→ **Task prompt**
For the entries below, return every line from the top through the line with "Write the network" exactly as it stands, omitting pictures.

[Collected data entries]
- - -

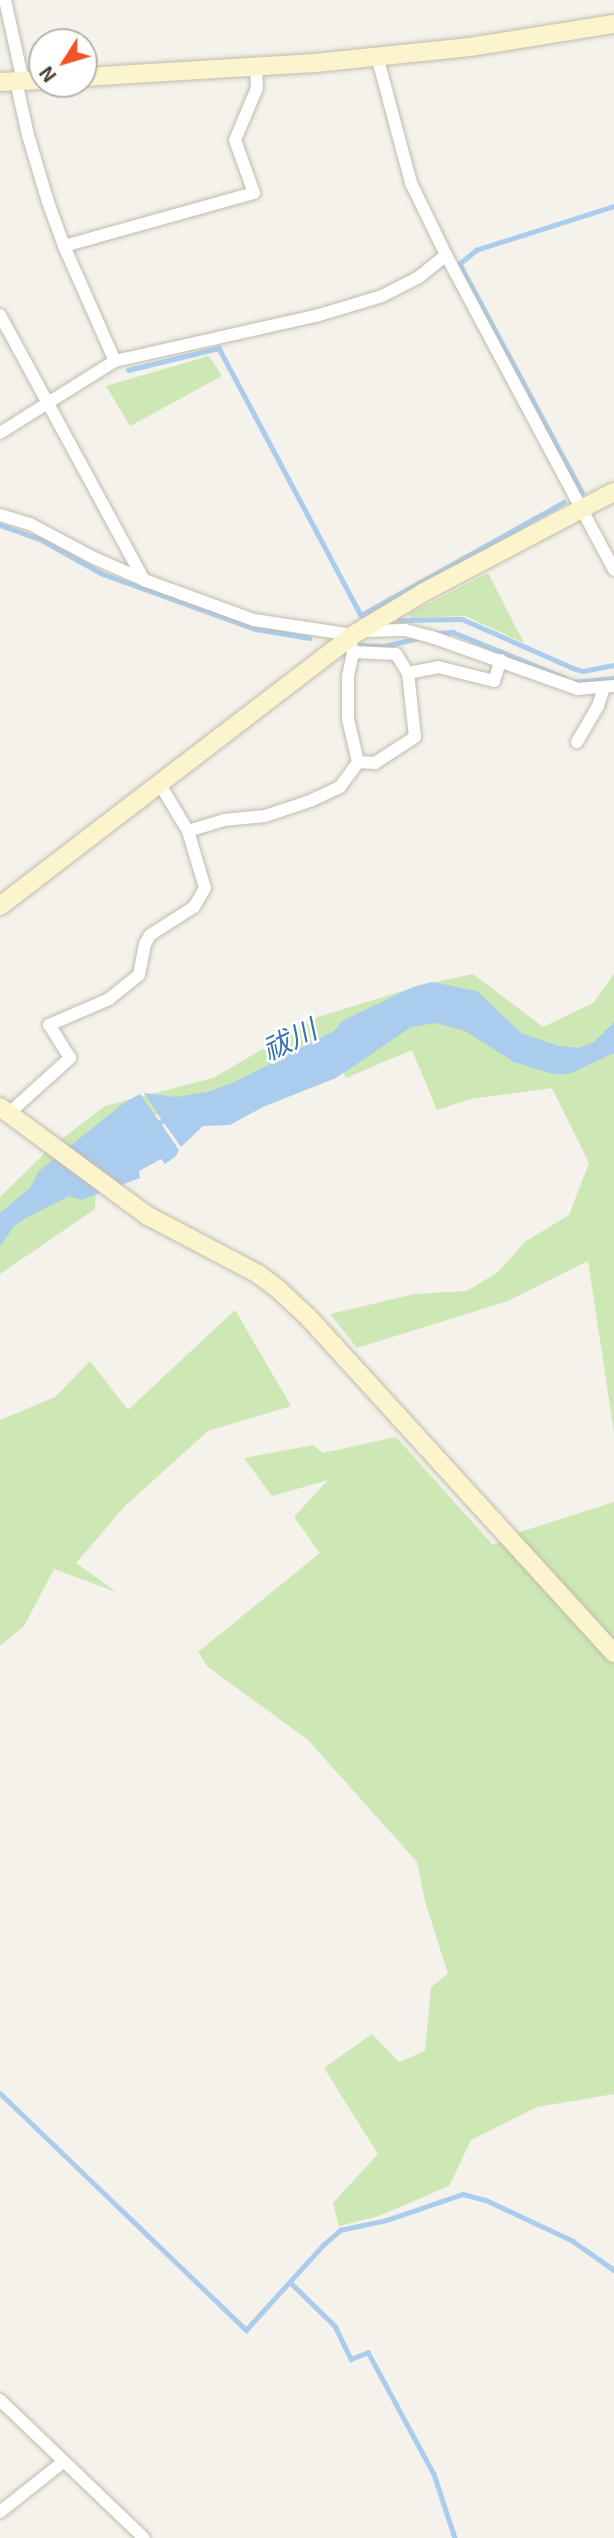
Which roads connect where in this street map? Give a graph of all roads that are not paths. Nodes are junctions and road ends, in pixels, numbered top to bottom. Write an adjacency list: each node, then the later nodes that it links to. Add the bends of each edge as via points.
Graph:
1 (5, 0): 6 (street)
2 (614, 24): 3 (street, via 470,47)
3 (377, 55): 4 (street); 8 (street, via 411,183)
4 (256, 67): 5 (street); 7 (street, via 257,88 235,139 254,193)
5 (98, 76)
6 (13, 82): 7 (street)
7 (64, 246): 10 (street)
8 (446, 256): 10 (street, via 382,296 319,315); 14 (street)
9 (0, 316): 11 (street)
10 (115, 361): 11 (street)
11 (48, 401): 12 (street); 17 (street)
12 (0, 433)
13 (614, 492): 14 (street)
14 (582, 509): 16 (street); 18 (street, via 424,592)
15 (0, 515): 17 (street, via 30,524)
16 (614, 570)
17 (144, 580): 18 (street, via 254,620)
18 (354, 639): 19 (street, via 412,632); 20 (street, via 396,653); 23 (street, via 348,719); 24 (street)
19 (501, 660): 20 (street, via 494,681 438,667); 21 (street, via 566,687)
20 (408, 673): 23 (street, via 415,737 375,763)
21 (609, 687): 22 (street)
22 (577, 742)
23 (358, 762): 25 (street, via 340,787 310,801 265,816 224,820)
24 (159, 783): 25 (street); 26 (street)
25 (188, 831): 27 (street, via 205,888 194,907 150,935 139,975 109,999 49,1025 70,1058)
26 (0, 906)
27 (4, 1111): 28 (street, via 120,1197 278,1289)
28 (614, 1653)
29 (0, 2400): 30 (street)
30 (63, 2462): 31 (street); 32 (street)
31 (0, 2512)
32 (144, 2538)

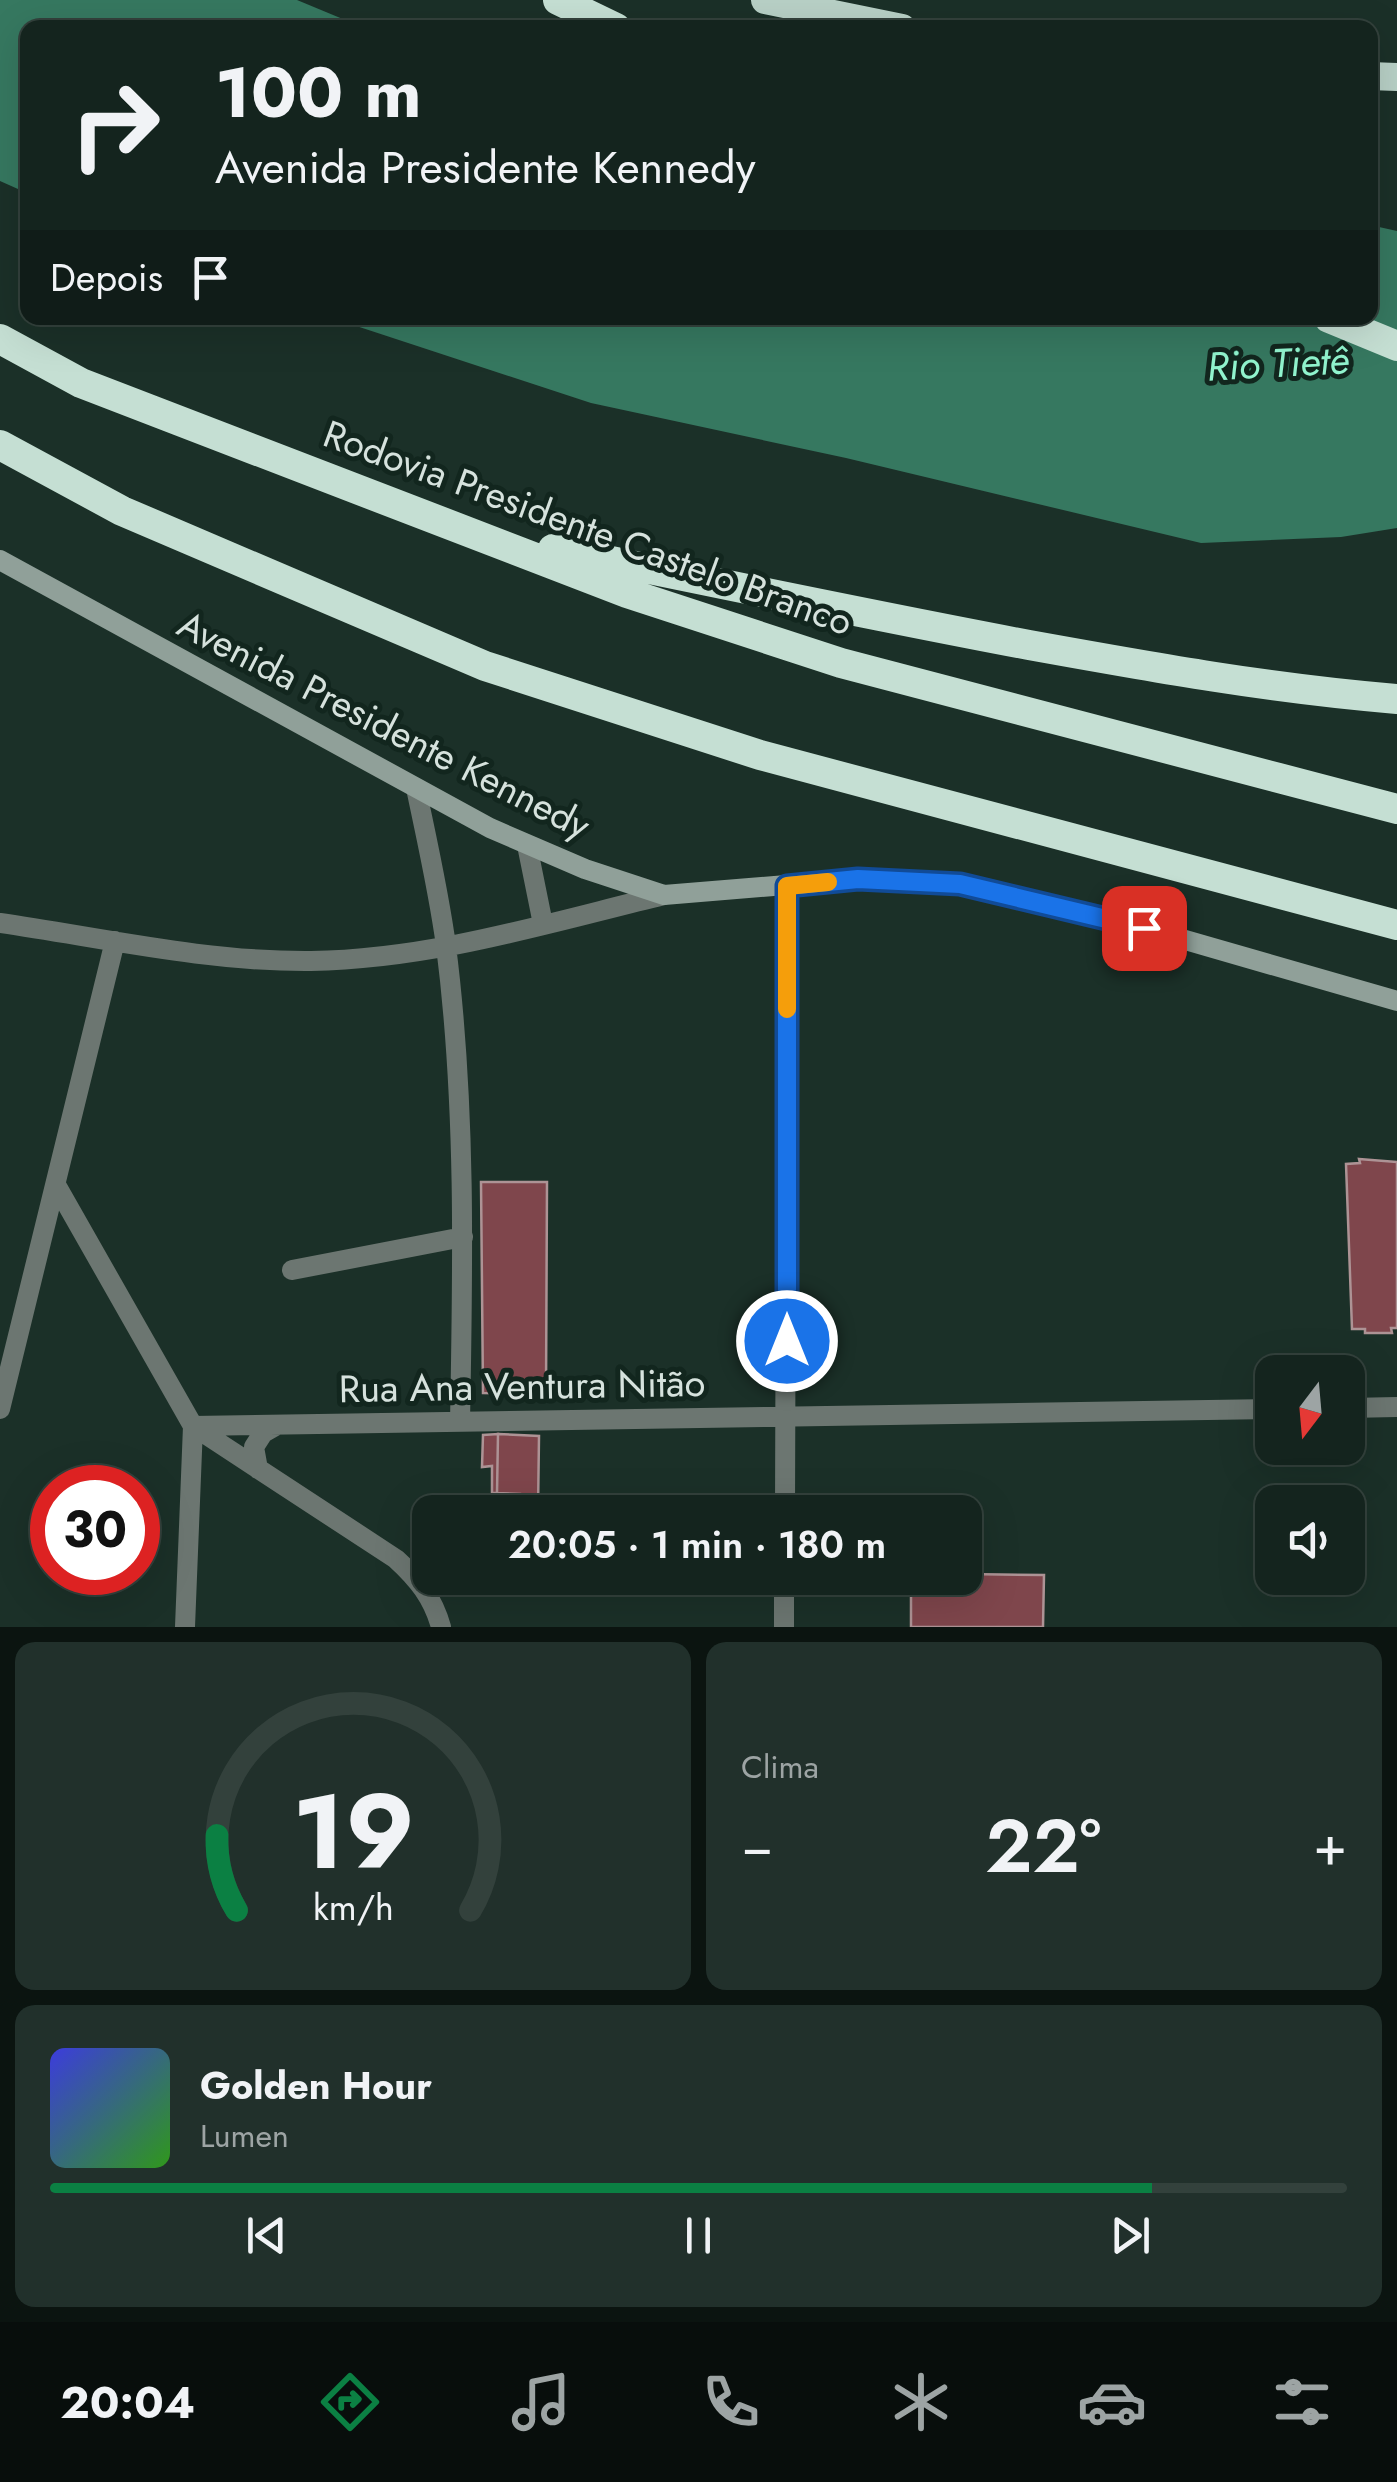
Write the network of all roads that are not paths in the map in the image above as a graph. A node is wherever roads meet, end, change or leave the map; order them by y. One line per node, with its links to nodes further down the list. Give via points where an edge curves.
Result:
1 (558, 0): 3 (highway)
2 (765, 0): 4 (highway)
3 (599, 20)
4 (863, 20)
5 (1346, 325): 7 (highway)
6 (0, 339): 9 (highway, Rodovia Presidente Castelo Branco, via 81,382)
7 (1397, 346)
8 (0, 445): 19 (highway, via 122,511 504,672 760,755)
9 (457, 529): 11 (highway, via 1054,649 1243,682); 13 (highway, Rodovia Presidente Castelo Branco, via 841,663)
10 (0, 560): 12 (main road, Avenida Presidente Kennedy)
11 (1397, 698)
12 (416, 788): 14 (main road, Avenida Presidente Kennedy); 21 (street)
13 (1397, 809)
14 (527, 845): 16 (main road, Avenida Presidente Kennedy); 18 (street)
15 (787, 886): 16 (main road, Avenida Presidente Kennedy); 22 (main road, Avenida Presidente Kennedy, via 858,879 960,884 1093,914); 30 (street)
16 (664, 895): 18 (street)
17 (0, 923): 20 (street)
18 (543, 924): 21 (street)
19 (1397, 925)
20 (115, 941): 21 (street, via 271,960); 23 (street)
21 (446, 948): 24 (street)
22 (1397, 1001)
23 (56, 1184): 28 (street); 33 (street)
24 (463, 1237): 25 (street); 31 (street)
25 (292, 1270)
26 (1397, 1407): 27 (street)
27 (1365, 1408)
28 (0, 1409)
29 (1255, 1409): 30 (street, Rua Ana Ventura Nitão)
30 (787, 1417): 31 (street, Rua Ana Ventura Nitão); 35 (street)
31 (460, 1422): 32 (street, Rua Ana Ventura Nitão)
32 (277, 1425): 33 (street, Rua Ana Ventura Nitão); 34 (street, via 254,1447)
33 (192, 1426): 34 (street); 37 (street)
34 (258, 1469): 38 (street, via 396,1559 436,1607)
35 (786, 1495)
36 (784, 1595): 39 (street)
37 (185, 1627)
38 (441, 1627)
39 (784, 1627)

- - -

→ **Answer**
Which roads connect where in this street map? Give a graph of all roads that are not paths. Nodes are junctions and road ends, in pixels, numbered top to bottom. Write an adjacency list: each node, then the later nodes that it links to. Add the bends of each edge as via points.
Graph:
1 (5, 0): 6 (street)
2 (614, 24): 3 (street, via 470,47)
3 (377, 55): 4 (street); 8 (street, via 411,183)
4 (256, 67): 5 (street); 7 (street, via 257,88 235,139 254,193)
5 (98, 76)
6 (13, 82): 7 (street)
7 (64, 246): 10 (street)
8 (446, 256): 10 (street, via 382,296 319,315); 14 (street)
9 (0, 316): 11 (street)
10 (115, 361): 11 (street)
11 (48, 401): 12 (street); 17 (street)
12 (0, 433)
13 (614, 492): 14 (street)
14 (582, 509): 16 (street); 18 (street, via 424,592)
15 (0, 515): 17 (street, via 30,524)
16 (614, 570)
17 (144, 580): 18 (street, via 254,620)
18 (354, 639): 19 (street, via 412,632); 20 (street, via 396,653); 23 (street, via 348,719); 24 (street)
19 (501, 660): 20 (street, via 494,681 438,667); 21 (street, via 566,687)
20 (408, 673): 23 (street, via 415,737 375,763)
21 (609, 687): 22 (street)
22 (577, 742)
23 (358, 762): 25 (street, via 340,787 310,801 265,816 224,820)
24 (159, 783): 25 (street); 26 (street)
25 (188, 831): 27 (street, via 205,888 194,907 150,935 139,975 109,999 49,1025 70,1058)
26 (0, 906)
27 (4, 1111): 28 (street, via 120,1197 278,1289)
28 (614, 1653)
29 (0, 2400): 30 (street)
30 (63, 2462): 31 (street); 32 (street)
31 (0, 2512)
32 (144, 2538)

Write the network of all roads that are not paths in the map in the image above as a graph. A node is wherever roads meet, end, change or leave the map; order them by y. One line per node, with its links to nodes further down the list. Give via points where an edge curves.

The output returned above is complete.